Task directions: Please write out the data below once more, exactly as it stands.

Supplied entries:
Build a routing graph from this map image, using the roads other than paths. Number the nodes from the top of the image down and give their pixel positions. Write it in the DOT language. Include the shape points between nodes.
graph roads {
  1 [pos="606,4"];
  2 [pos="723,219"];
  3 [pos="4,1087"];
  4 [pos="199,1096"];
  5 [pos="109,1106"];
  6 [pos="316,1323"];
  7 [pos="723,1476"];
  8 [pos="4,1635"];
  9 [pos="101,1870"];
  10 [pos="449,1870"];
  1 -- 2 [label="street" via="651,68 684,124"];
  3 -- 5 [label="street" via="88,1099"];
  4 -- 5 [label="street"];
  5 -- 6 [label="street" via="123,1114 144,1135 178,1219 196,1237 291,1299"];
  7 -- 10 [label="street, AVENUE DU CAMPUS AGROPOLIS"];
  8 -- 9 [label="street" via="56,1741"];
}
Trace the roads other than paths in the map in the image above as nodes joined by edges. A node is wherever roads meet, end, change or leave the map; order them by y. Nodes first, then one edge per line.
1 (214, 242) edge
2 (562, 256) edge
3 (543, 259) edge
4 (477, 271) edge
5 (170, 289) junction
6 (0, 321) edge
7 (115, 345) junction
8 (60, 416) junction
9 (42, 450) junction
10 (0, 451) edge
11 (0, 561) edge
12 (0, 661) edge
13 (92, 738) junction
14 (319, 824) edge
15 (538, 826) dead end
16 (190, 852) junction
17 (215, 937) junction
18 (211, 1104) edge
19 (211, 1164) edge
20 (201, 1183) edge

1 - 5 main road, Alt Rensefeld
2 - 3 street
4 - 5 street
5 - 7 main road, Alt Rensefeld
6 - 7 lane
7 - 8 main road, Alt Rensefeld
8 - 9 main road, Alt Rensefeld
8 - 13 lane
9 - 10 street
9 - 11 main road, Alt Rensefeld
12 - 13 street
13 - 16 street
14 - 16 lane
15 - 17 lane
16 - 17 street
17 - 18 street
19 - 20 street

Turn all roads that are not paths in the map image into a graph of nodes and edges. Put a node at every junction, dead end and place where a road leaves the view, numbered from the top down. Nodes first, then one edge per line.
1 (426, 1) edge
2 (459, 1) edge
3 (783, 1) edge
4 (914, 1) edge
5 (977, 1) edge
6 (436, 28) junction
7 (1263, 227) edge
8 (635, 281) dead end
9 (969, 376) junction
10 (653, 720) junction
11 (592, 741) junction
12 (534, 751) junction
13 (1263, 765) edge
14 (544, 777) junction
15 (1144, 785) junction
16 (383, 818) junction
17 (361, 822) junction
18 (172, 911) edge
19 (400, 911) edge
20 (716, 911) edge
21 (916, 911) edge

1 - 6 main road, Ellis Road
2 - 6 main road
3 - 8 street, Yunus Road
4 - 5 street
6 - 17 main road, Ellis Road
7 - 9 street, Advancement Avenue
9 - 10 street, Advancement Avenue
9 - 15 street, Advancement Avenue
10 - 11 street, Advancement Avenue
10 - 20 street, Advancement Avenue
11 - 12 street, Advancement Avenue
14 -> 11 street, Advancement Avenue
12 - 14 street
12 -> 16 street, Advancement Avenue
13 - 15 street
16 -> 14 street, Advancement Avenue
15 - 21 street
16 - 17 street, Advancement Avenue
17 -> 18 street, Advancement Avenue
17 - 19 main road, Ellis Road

Solution for this problem:
Build a routing graph from this map image, using the roads other than paths. Number the nodes from the top of the image down and give their pixel positions. Write it in the DOT language. Include the shape points between nodes.
graph roads {
  1 [pos="606,4"];
  2 [pos="723,219"];
  3 [pos="4,1087"];
  4 [pos="199,1096"];
  5 [pos="109,1106"];
  6 [pos="316,1323"];
  7 [pos="723,1476"];
  8 [pos="4,1635"];
  9 [pos="101,1870"];
  10 [pos="449,1870"];
  1 -- 2 [label="street" via="651,68 684,124"];
  3 -- 5 [label="street" via="88,1099"];
  4 -- 5 [label="street"];
  5 -- 6 [label="street" via="123,1114 144,1135 178,1219 196,1237 291,1299"];
  7 -- 10 [label="street, AVENUE DU CAMPUS AGROPOLIS"];
  8 -- 9 [label="street" via="56,1741"];
}
Trace the roads other than paths in the map in the image above as nodes joined by edges. A node is wherever roads meet, end, change or leave the map; order them by y. Nodes first, then one edge per line.
1 (214, 242) edge
2 (562, 256) edge
3 (543, 259) edge
4 (477, 271) edge
5 (170, 289) junction
6 (0, 321) edge
7 (115, 345) junction
8 (60, 416) junction
9 (42, 450) junction
10 (0, 451) edge
11 (0, 561) edge
12 (0, 661) edge
13 (92, 738) junction
14 (319, 824) edge
15 (538, 826) dead end
16 (190, 852) junction
17 (215, 937) junction
18 (211, 1104) edge
19 (211, 1164) edge
20 (201, 1183) edge

1 - 5 main road, Alt Rensefeld
2 - 3 street
4 - 5 street
5 - 7 main road, Alt Rensefeld
6 - 7 lane
7 - 8 main road, Alt Rensefeld
8 - 9 main road, Alt Rensefeld
8 - 13 lane
9 - 10 street
9 - 11 main road, Alt Rensefeld
12 - 13 street
13 - 16 street
14 - 16 lane
15 - 17 lane
16 - 17 street
17 - 18 street
19 - 20 street

Turn all roads that are not paths in the map image into a graph of nodes and edges. Put a node at every junction, dead end and place where a road leaves the view, numbered from the top down. Nodes first, then one edge per line.
1 (426, 1) edge
2 (459, 1) edge
3 (783, 1) edge
4 (914, 1) edge
5 (977, 1) edge
6 (436, 28) junction
7 (1263, 227) edge
8 (635, 281) dead end
9 (969, 376) junction
10 (653, 720) junction
11 (592, 741) junction
12 (534, 751) junction
13 (1263, 765) edge
14 (544, 777) junction
15 (1144, 785) junction
16 (383, 818) junction
17 (361, 822) junction
18 (172, 911) edge
19 (400, 911) edge
20 (716, 911) edge
21 (916, 911) edge

1 - 6 main road, Ellis Road
2 - 6 main road
3 - 8 street, Yunus Road
4 - 5 street
6 - 17 main road, Ellis Road
7 - 9 street, Advancement Avenue
9 - 10 street, Advancement Avenue
9 - 15 street, Advancement Avenue
10 - 11 street, Advancement Avenue
10 - 20 street, Advancement Avenue
11 - 12 street, Advancement Avenue
14 -> 11 street, Advancement Avenue
12 - 14 street
12 -> 16 street, Advancement Avenue
13 - 15 street
16 -> 14 street, Advancement Avenue
15 - 21 street
16 - 17 street, Advancement Avenue
17 -> 18 street, Advancement Avenue
17 - 19 main road, Ellis Road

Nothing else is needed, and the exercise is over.